Internal Combustion PWHT

This method involves wrapping the outside of the vessel, as well as all nozzles and attachments, with a ceramic fiber insulation and inserting combustion burners in either manways or nozzles of sufficient diameter to accommodate the burner. This method is used in situations where removal of the vessel requiring PWHT is impractical.

The potential benefits of this method include the convenience of allowing PWHT of the vessel to be done in place, no increased transportation costs, and the owner/operator can maintain custodial control.

Negatives of this method include:

  • Cost increases due to additional manpower and consumables items
  • Turnaround time is longer due to the amount of time required to wrap the vessel to the completion of the PWHT cycle. All above considerations are dependent on the vessel size.

External Resistance Heating

This method utilizes electrical resistance equipment mounted to either the outside or the inside of the vessel at the weld area, and around the circumference of the vessel. This method is well-suited for closure seams and attachments to vessels in situations where the entire vessel would not require PWHT; or, in cases of a repair that has been made to the vessel.

Benefits of this method include the fact that the vessel can remain onsite, it is easier to control temperature, and it allows for odd configurations to be Post Weld Heat Treated.

Negatives of this method are

  • Cost increase due to additional manpower and consumables
  • Extended length of time; the set-up times and tear down times are increased
  • Not all vessels can benefit from localized PWHT due to code restraints


The sections above are just a few of the items that need to be considered when making a choice of how to proceed with a PWHT cycle on a vessel. Whenever possible, it is best to PWHT a vessel in an enclosed furnace as this is the recommended practice from ASME. The other types of PWHT mentioned are viable alternatives, but they come with potential increases in time and cost.

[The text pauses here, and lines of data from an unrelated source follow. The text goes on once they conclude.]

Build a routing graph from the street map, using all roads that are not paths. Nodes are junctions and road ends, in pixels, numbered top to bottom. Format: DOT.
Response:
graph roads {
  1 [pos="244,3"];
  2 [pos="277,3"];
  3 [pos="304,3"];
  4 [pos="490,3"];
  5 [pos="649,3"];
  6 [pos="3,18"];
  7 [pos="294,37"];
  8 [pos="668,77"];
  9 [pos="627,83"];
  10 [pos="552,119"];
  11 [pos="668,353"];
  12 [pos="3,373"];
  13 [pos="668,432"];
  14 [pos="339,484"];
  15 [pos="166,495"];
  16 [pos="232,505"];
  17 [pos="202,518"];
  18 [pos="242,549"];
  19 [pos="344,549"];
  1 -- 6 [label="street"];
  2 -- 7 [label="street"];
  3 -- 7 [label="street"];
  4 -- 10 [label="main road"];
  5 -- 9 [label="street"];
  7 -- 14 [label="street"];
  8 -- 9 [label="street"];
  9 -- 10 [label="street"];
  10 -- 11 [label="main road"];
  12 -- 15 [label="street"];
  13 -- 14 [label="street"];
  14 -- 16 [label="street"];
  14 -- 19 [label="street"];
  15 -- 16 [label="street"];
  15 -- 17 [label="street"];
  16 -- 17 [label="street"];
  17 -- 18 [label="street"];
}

Let’s go back to the opening statement made by that well-experienced Inspector, “The failure of this vessel weld joint was caused by improper PWHT (Post Weld Heat Treat) applied during vessel fabrication!” That inspector was correct! Just because a piece of equipment has been Post Weld Heat Treated, does not always indicate the procedure was followed and was totally successful. Very common pitfalls that are regularly identified in our audits are:

  1. Local PWHT using heating elements only applied on one side of shell Remember, the full section thickness must reach the desired PWHT temperature.
  2. Lack of thermocouple coverage and improper placement to control uniformity of temperature.
  3. Insufficient temperature and or holding time during PWHT

The process of PWHT appears to be relatively simple - equipment is heated and then cooled in a managed fashion. Detrimental effects include distortion, temper embrittlement, over-softening and reheat cracking, which means that control of heating and cooling rates, holding temperature tolerances, and the times at temperature are extremely important and must be carefully controlled in order to realize the full benefit of the process.

Because the science and effective implementation of PWHT are often more complicated than originally thought, knowledge of the procedures, attention to details and actual experience with PWHT are indispensable. A lesson learned well after meeting our Inspector friend.